Mauricio Merino / El Universal
El año electoral comienza y termina desafiando al PRD y a sus principales aliados. Tres de sus gobiernos estatales estarán en juego: Guerrero a final de mes, Baja California Sur el primer domingo de febrero, y Michoacán el segundo domingo de noviembre. Se trata de casi todo el capital gubernativo de ese partido, exceptuando al DF y a Chiapas —cuyo gobernador fue, sin embargo, un destacado militante del PRI—. Todo lo demás ha sido ganancia compartida con el PAN y entregada a los candidatos que militaron en el PRI de Oaxaca, Sinaloa y Puebla. De modo que este año, el PRD ha de refrendar el éxito de sus gestiones locales o perder casi toda su presencia en los gobiernos de los estados. De ese tamaño es el desafío.

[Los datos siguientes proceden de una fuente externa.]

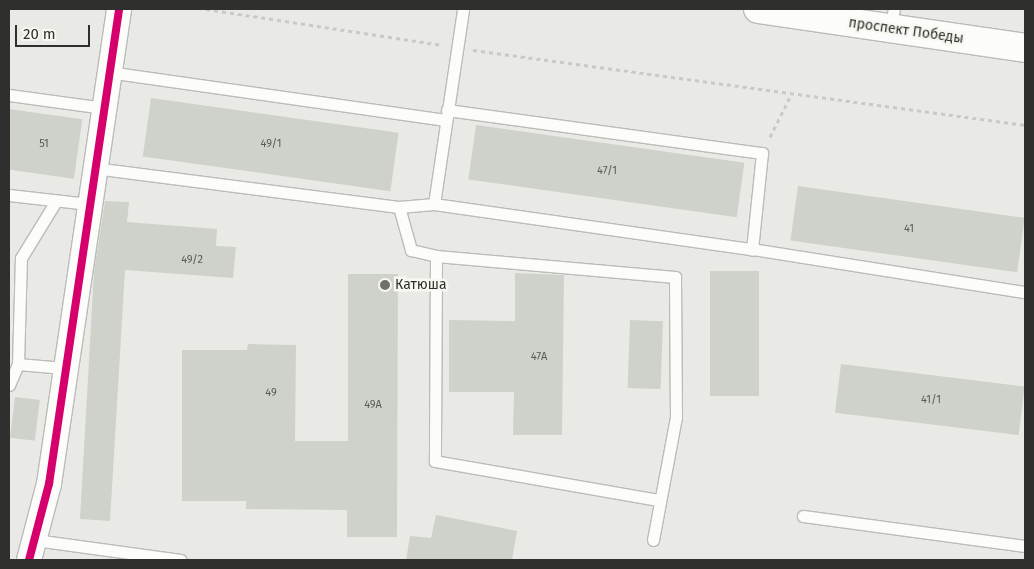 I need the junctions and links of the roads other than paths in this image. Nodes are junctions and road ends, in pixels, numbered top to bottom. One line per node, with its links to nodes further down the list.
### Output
1 (119, 9): 6 (street)
2 (463, 9): 9 (lane)
3 (758, 9): 4 (main road, проспект Победы)
4 (892, 19): 5 (main road, проспект Победы)
5 (1025, 48)
6 (108, 72): 8 (street); 9 (lane)
7 (9, 95): 8 (lane)
8 (104, 108): 10 (street)
9 (446, 115): 14 (lane); 16 (lane)
10 (94, 168): 13 (street); 15 (lane)
11 (9, 195): 12 (lane)
12 (56, 201): 13 (lane); 19 (lane)
13 (88, 204): 22 (street)
14 (434, 204): 15 (lane); 16 (lane)
15 (399, 207): 17 (lane)
16 (752, 248): 20 (lane)
17 (436, 256): 24 (lane); 24 (lane)
18 (9, 257): 19 (lane)
19 (21, 258): 21 (lane)
20 (1025, 292)
21 (18, 364): 22 (lane); 23 (lane)
22 (64, 368): 28 (street)
23 (9, 385)
24 (659, 500): 26 (lane)
25 (803, 516): 27 (lane)
26 (653, 540)
27 (1025, 546)
28 (32, 550): 29 (lane)
29 (181, 560) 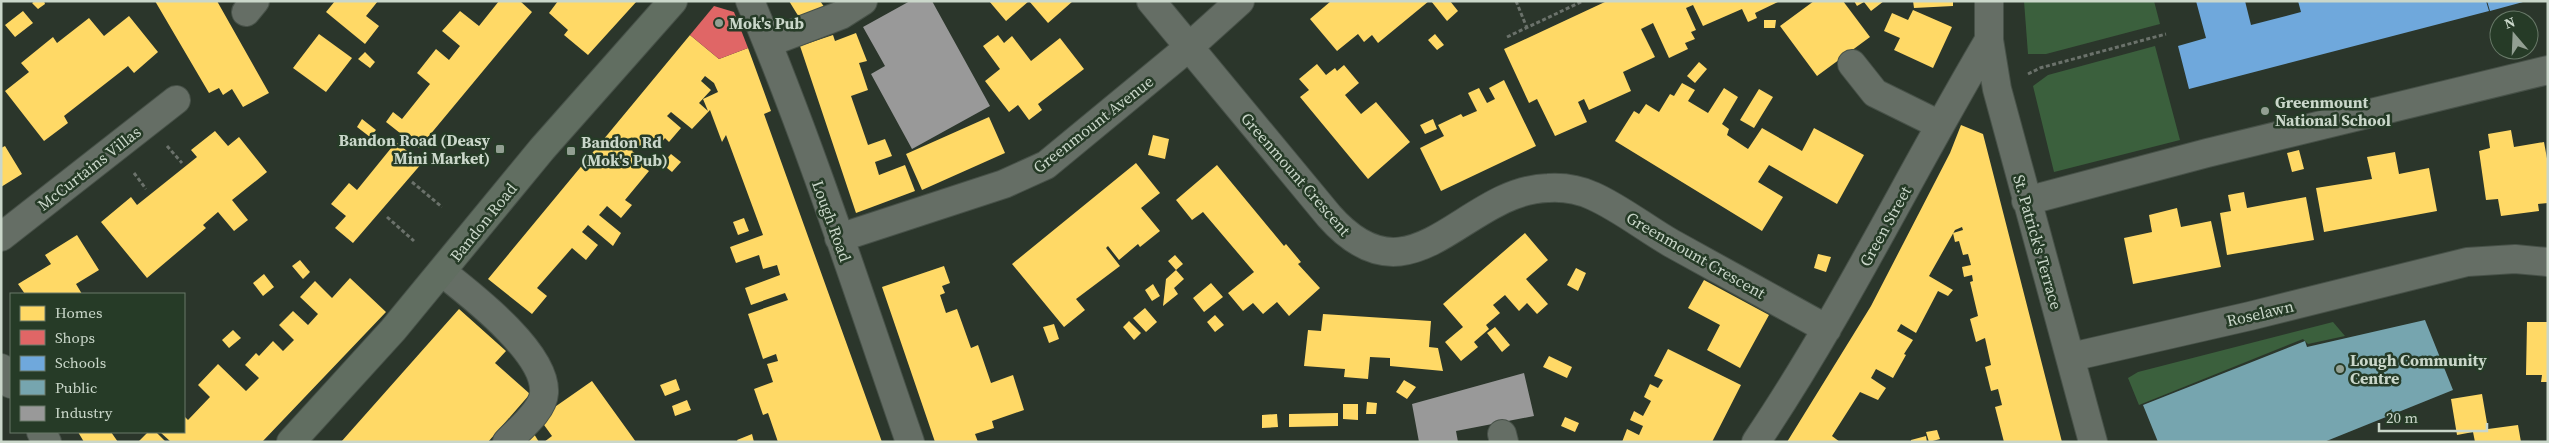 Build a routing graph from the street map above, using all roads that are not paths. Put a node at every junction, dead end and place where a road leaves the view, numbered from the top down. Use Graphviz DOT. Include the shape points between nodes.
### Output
graph roads {
  1 [pos="674,1"];
  2 [pos="750,1"];
  3 [pos="864,1"];
  4 [pos="1151,1"];
  5 [pos="1240,1"];
  6 [pos="1989,1"];
  7 [pos="1989,40"];
  8 [pos="768,43"];
  9 [pos="1188,47"];
  10 [pos="1852,64"];
  11 [pos="2548,70"];
  12 [pos="176,100"];
  13 [pos="1940,125"];
  14 [pos="2026,201"];
  15 [pos="1,237"];
  16 [pos="839,238"];
  17 [pos="2548,262"];
  18 [pos="442,272"];
  19 [pos="1828,329"];
  20 [pos="2071,357"];
  21 [pos="1,368"];
  22 [pos="10,382"];
  23 [pos="291,442"];
  24 [pos="507,442"];
  25 [pos="910,442"];
  26 [pos="1756,442"];
  27 [pos="2093,442"];
  1 -- 18 [label="main road, Bandon Road" via="542,149"];
  2 -- 8 [label="street, Lough Road"];
  3 -- 8 [label="street" via="841,15"];
  4 -- 9 [label="street, Greenmount Crescent"];
  5 -- 9 [label="street, Greenmount Avenue"];
  6 -- 7 [label="street, Green Street"];
  7 -- 13 [label="street, Green Street"];
  7 -- 14 [label="street, St. Patrick's Terrace" via="1997,90"];
  8 -- 16 [label="street, Lough Road"];
  9 -- 16 [label="street, Greenmount Avenue" via="1046,165 1026,176"];
  9 -- 19 [label="street, Greenmount Crescent" via="1335,223 1363,245 1404,251 1426,245 1516,193 1549,188 1572,190 1593,196 1670,243"];
  10 -- 13 [label="street" via="1875,93"];
  11 -- 14 [label="street"];
  12 -- 15 [label="street, McCurtains Villas"];
  13 -- 19 [label="street, Green Street"];
  14 -- 20 [label="street, St. Patrick's Terrace"];
  16 -- 25 [label="street, Lough Road"];
  17 -- 20 [label="street, Roselawn" via="2515,259 2467,262"];
  18 -- 23 [label="main road, Bandon Road"];
  18 -- 24 [label="street" via="497,318 530,353 542,376 544,393 541,402"];
  19 -- 26 [label="street, Green Street"];
  20 -- 27 [label="street, St. Patrick's Terrace"];
  21 -- 22 [label="street"];
}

A mitad de camino, el PRD enfrentará, además, las elecciones del estado de México con uno de sus más respetados portavoces. Pero este ha querido hacerlo —y qué bueno— sin maquillajes ideológicos, ni estrategias destinadas solamente a ganarle al PRI, pagando cualquier precio. Decisión que no sólo entraña el riesgo de afrontar las mismas consecuencias de 1993, cuando Alejandro Encinas y Luis Felipe Bravo Mena fueron derrotados por la locomotora del aparato político local del PRI, encabezado entonces por Emilio Chuayffet, sino el de aparecer como una opción sin fuerza para competir con Peña Nieto. E incluso el de ser derrotado antes de entrar siquiera a la contienda por el desarraigo estatal —que el propio Encinas reconoce—, y quedarse en el camino sin candidatos convincentes para pelear la plaza.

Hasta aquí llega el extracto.